Background: Patients with peptic ulcer disease (PUD) and gastroesophageal reflux disease (GERD) are more likely to receive long-term therapy with proton pump inhibitors (PPIs). This study aimed to investigate the risk of osteoporotic fractures in PPI users compared to histamine-2 receptor antagonist (H2RA) users and the association between fractures and the duration and regular use of PPI.
Methods: A population-based, nationwide nested case-control study from January 2006 to December 2015 was performed using Korean National Health Insurance Service claims data. We included patients ≥50 years of age, without previous fractures, newly prescribed with PPI or H2RA, and diagnosed with PUD or GERD from 2006 to 2015. Patients with osteoporotic fracture (n = 59,240) were matched with the non-fracture control group (n = 296,200) at a 1:5 ratio based on sex, age, cohort entry date, follow-up duration, and bisphosphonate use. The osteoporotic fractures were defined using the diagnostic codes of claims data (M80, M81, M82, M484, M485, S220, S221, S320, S327, S422, S423, S525, S526, S72).

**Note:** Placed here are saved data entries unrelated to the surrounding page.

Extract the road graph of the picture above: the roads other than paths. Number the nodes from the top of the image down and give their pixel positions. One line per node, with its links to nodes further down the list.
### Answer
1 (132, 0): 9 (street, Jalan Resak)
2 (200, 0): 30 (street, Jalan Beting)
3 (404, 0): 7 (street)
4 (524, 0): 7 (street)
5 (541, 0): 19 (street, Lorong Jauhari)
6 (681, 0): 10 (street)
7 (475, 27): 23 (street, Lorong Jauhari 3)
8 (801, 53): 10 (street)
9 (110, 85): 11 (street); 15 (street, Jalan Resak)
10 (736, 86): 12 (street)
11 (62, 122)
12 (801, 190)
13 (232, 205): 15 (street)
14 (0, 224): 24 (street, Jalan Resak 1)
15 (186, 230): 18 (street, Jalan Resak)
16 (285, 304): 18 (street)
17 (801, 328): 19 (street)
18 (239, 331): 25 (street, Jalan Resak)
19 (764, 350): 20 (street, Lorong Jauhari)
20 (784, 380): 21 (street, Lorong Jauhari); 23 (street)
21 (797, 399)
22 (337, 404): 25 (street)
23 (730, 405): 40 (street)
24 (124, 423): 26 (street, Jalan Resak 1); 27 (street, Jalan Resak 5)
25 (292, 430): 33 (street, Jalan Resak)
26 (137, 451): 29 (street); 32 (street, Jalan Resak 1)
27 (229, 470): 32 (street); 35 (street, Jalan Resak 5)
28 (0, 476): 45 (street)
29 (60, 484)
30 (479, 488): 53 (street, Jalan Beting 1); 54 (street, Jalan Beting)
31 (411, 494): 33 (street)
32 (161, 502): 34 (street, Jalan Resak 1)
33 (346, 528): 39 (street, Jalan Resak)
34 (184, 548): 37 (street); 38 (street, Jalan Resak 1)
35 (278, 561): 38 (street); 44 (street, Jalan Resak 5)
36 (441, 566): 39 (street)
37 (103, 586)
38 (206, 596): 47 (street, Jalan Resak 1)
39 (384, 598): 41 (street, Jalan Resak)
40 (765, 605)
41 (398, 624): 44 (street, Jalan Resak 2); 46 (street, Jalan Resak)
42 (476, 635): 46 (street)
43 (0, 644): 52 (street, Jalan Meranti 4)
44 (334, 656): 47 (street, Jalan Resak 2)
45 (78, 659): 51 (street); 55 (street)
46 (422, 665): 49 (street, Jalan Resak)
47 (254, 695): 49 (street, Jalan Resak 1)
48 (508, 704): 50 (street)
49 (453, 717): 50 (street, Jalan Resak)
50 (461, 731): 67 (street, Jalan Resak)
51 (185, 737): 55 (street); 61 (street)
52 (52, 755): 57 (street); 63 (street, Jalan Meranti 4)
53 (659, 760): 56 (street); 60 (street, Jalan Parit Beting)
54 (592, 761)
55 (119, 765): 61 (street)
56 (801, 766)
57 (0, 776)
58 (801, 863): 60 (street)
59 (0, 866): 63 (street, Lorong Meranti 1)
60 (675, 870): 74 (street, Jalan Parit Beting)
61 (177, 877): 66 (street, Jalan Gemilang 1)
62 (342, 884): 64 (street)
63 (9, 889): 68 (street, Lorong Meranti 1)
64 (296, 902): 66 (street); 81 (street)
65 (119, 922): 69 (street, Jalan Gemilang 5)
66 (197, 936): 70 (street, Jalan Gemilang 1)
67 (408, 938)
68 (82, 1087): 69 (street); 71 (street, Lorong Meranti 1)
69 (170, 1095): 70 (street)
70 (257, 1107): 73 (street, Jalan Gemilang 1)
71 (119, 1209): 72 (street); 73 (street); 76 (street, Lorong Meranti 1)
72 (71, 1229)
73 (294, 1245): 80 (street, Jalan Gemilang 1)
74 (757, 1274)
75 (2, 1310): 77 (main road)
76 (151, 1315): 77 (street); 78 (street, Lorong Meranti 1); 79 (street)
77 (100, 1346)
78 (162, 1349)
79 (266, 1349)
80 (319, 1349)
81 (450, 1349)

Results: The higher the cumulative use of PPIs, the higher the osteoporotic fracture risk (P for trend < 0.001). The risk of osteoporotic fracture in the patients whose cumulative use of PPI was more than 1 year was higher than that of others (OR: 1.42, 95% CI: 1.32-1.52). Patients who regularly used PPI in the recent 1 year had a higher risk of osteoporotic fracture than exclusive H2RA users (OR: 1.37, 95% CI: 1.26-1.50).
Conclusions: The risk of osteoporotic fracture increased with the duration of PPI use, especially when PPI was used for ≥1 year and regularly in the recent 1 year.
Keywords: Fracture; Gastroesophageal reflux disease; Osteoporosis; Peptic ulcer disease; Proton-pump inhibitor.